THE TASK
Write the records below out again word for word, with the pictures removed.

DATA
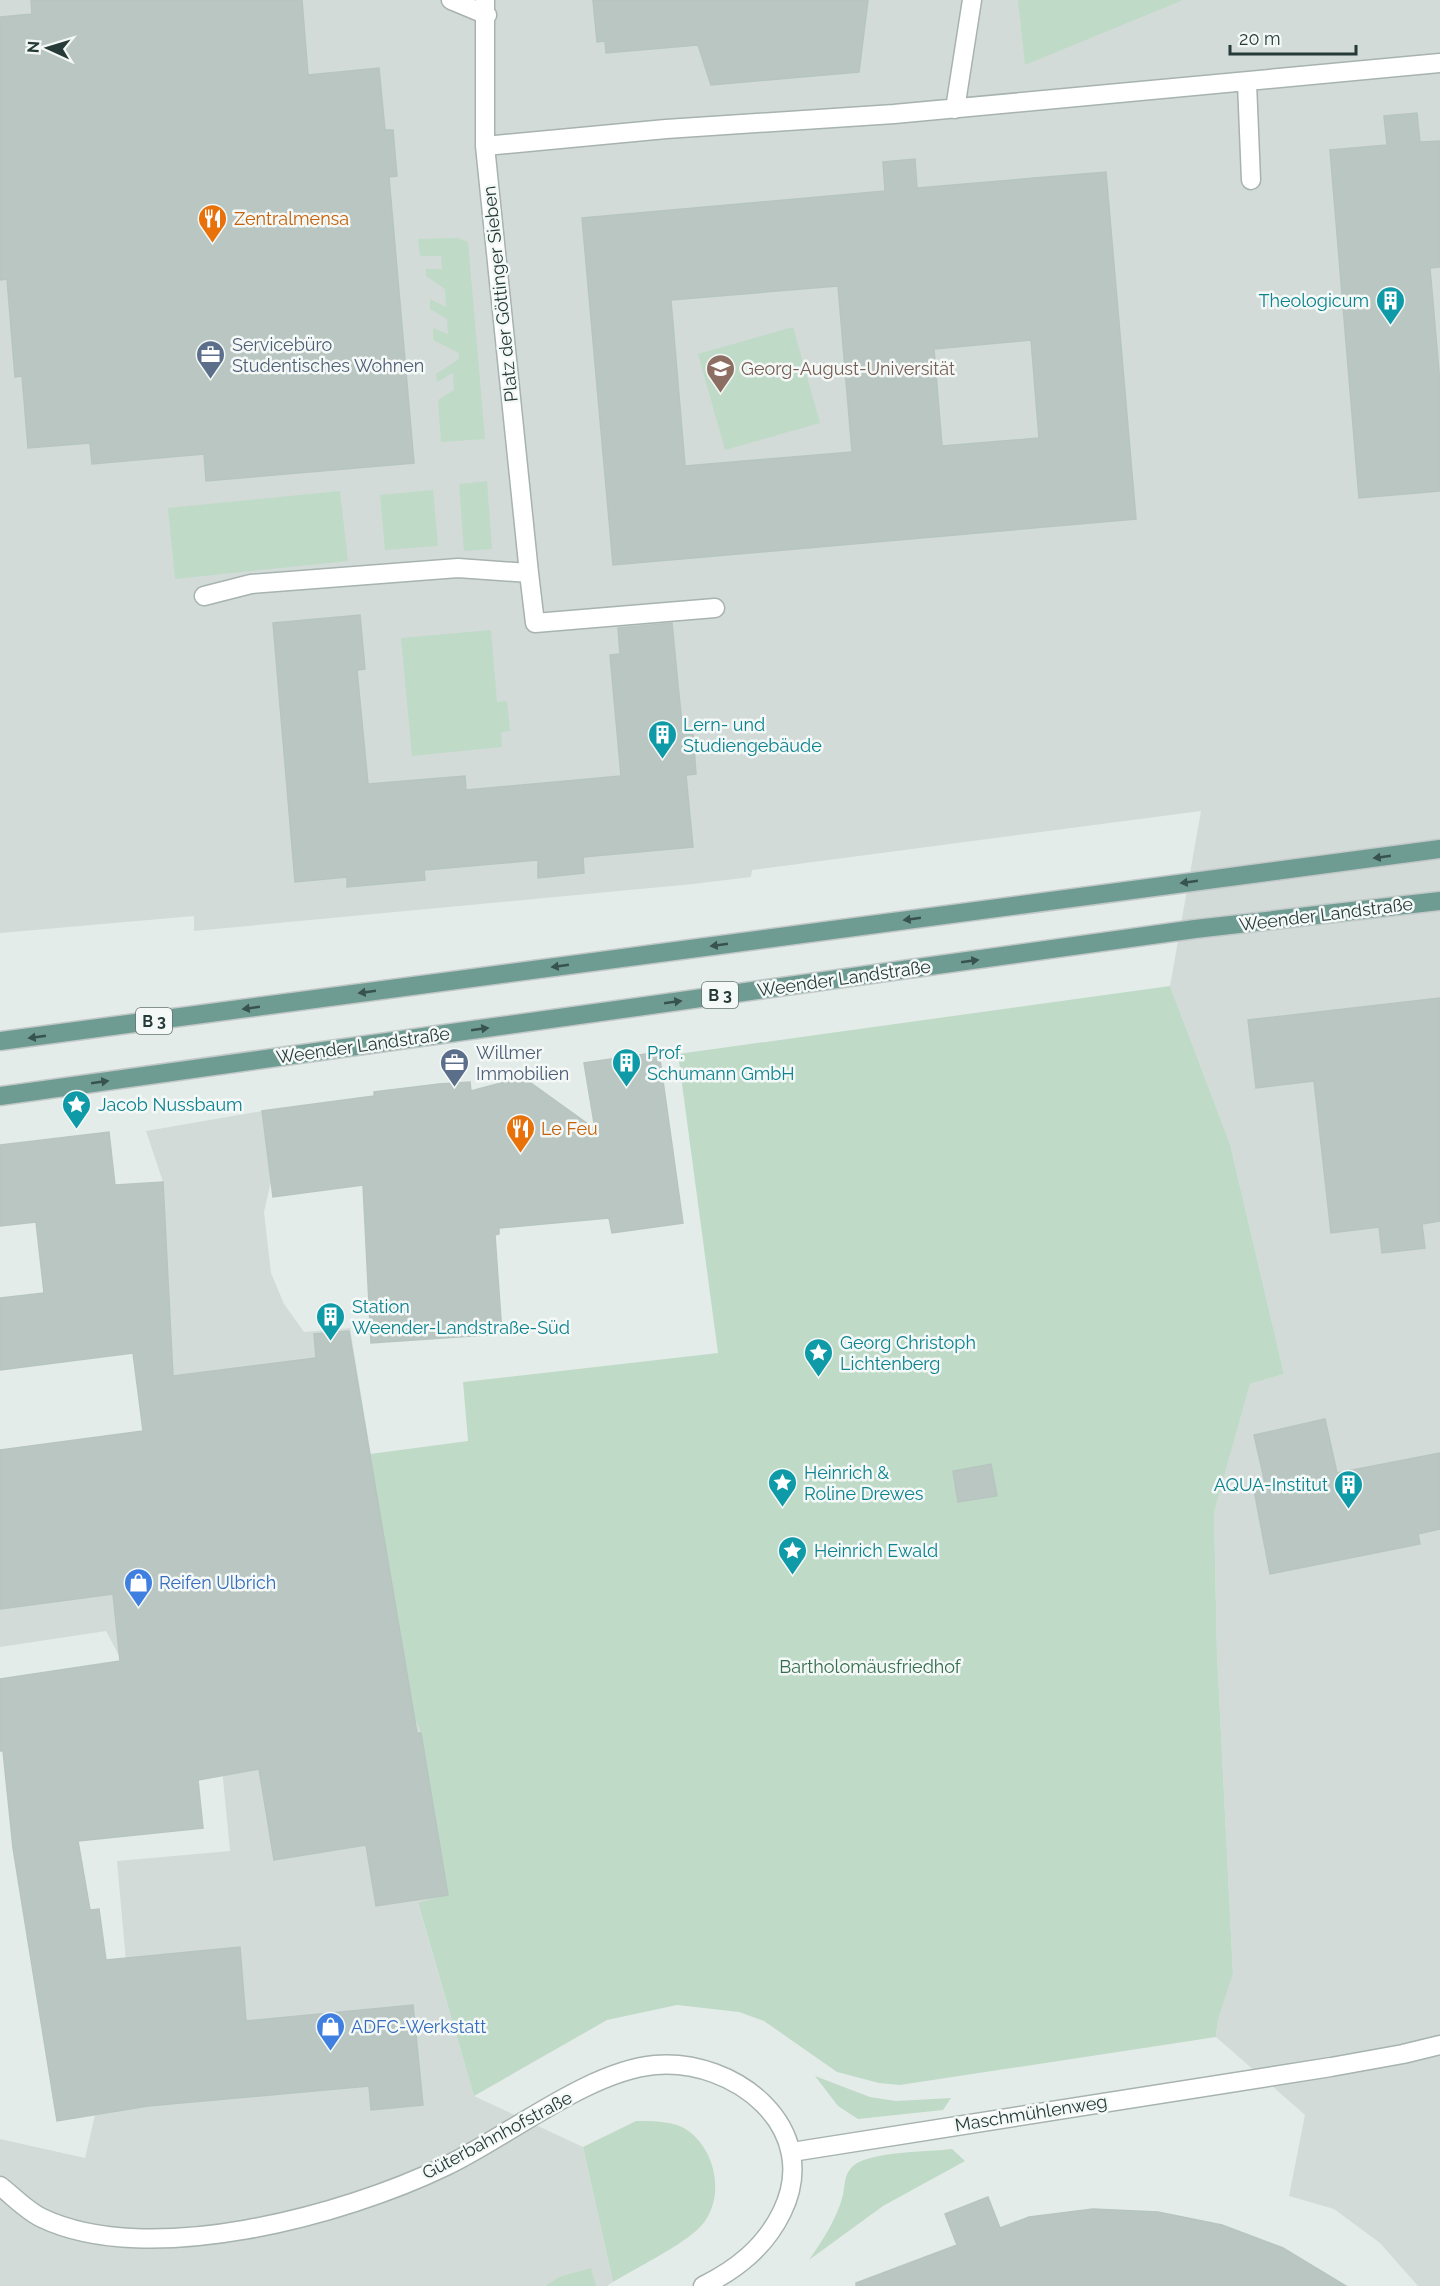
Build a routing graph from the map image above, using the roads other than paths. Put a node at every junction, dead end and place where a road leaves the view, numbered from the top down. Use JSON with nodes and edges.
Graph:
{"nodes":[{"id":1,"x":451,"y":0,"type":"edge"},
{"id":2,"x":972,"y":0,"type":"edge"},
{"id":3,"x":486,"y":8,"type":"edge"},
{"id":4,"x":1440,"y":63,"type":"edge"},
{"id":5,"x":1247,"y":83,"type":"junction"},
{"id":6,"x":955,"y":109,"type":"junction"},
{"id":7,"x":485,"y":146,"type":"junction"},
{"id":8,"x":1251,"y":180,"type":"dead end"},
{"id":9,"x":529,"y":573,"type":"junction"},
{"id":10,"x":204,"y":596,"type":"dead end"},
{"id":11,"x":715,"y":608,"type":"dead end"},
{"id":12,"x":1440,"y":849,"type":"edge"},
{"id":13,"x":1440,"y":901,"type":"edge"},
{"id":14,"x":0,"y":1041,"type":"edge"},
{"id":15,"x":0,"y":1096,"type":"edge"},
{"id":16,"x":1440,"y":2044,"type":"edge"},
{"id":17,"x":792,"y":2152,"type":"junction"},
{"id":18,"x":0,"y":2186,"type":"edge"},
{"id":19,"x":703,"y":2286,"type":"edge"}],
"edges":[{"from":1,"to":3,"type":"street","name":"Platz der Göttinger Sieben"},
{"from":2,"to":6,"type":"street"},
{"from":3,"to":7,"type":"street","name":"Platz der Göttinger Sieben"},
{"from":4,"to":5,"type":"street"},
{"from":5,"to":6,"type":"street"},
{"from":5,"to":8,"type":"street"},
{"from":6,"to":7,"type":"street"},
{"from":7,"to":9,"type":"street","name":"Platz der Göttinger Sieben"},
{"from":9,"to":10,"type":"street"},
{"from":9,"to":11,"type":"street","name":"Platz der Göttinger Sieben"},
{"from":12,"to":14,"type":"main road","number":"B 3","one_way":true},
{"from":15,"to":13,"type":"main road","name":"Weender Landstraße","number":"B 3","one_way":true},
{"from":16,"to":17,"type":"street","name":"Maschmühlenweg"},
{"from":17,"to":18,"type":"street","name":"Güterbahnhofstraße"},
{"from":17,"to":19,"type":"street"}]}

RESULT
Build a routing graph from the map image above, using the roads other than paths. Put a node at every junction, dead end and place where a road leaves the view, numbered from the top down. Use JSON with nodes and edges.
Graph:
{"nodes":[{"id":1,"x":451,"y":0,"type":"edge"},
{"id":2,"x":972,"y":0,"type":"edge"},
{"id":3,"x":486,"y":8,"type":"edge"},
{"id":4,"x":1440,"y":63,"type":"edge"},
{"id":5,"x":1247,"y":83,"type":"junction"},
{"id":6,"x":955,"y":109,"type":"junction"},
{"id":7,"x":485,"y":146,"type":"junction"},
{"id":8,"x":1251,"y":180,"type":"dead end"},
{"id":9,"x":529,"y":573,"type":"junction"},
{"id":10,"x":204,"y":596,"type":"dead end"},
{"id":11,"x":715,"y":608,"type":"dead end"},
{"id":12,"x":1440,"y":849,"type":"edge"},
{"id":13,"x":1440,"y":901,"type":"edge"},
{"id":14,"x":0,"y":1041,"type":"edge"},
{"id":15,"x":0,"y":1096,"type":"edge"},
{"id":16,"x":1440,"y":2044,"type":"edge"},
{"id":17,"x":792,"y":2152,"type":"junction"},
{"id":18,"x":0,"y":2186,"type":"edge"},
{"id":19,"x":703,"y":2286,"type":"edge"}],
"edges":[{"from":1,"to":3,"type":"street","name":"Platz der Göttinger Sieben"},
{"from":2,"to":6,"type":"street"},
{"from":3,"to":7,"type":"street","name":"Platz der Göttinger Sieben"},
{"from":4,"to":5,"type":"street"},
{"from":5,"to":6,"type":"street"},
{"from":5,"to":8,"type":"street"},
{"from":6,"to":7,"type":"street"},
{"from":7,"to":9,"type":"street","name":"Platz der Göttinger Sieben"},
{"from":9,"to":10,"type":"street"},
{"from":9,"to":11,"type":"street","name":"Platz der Göttinger Sieben"},
{"from":12,"to":14,"type":"main road","number":"B 3","one_way":true},
{"from":15,"to":13,"type":"main road","name":"Weender Landstraße","number":"B 3","one_way":true},
{"from":16,"to":17,"type":"street","name":"Maschmühlenweg"},
{"from":17,"to":18,"type":"street","name":"Güterbahnhofstraße"},
{"from":17,"to":19,"type":"street"}]}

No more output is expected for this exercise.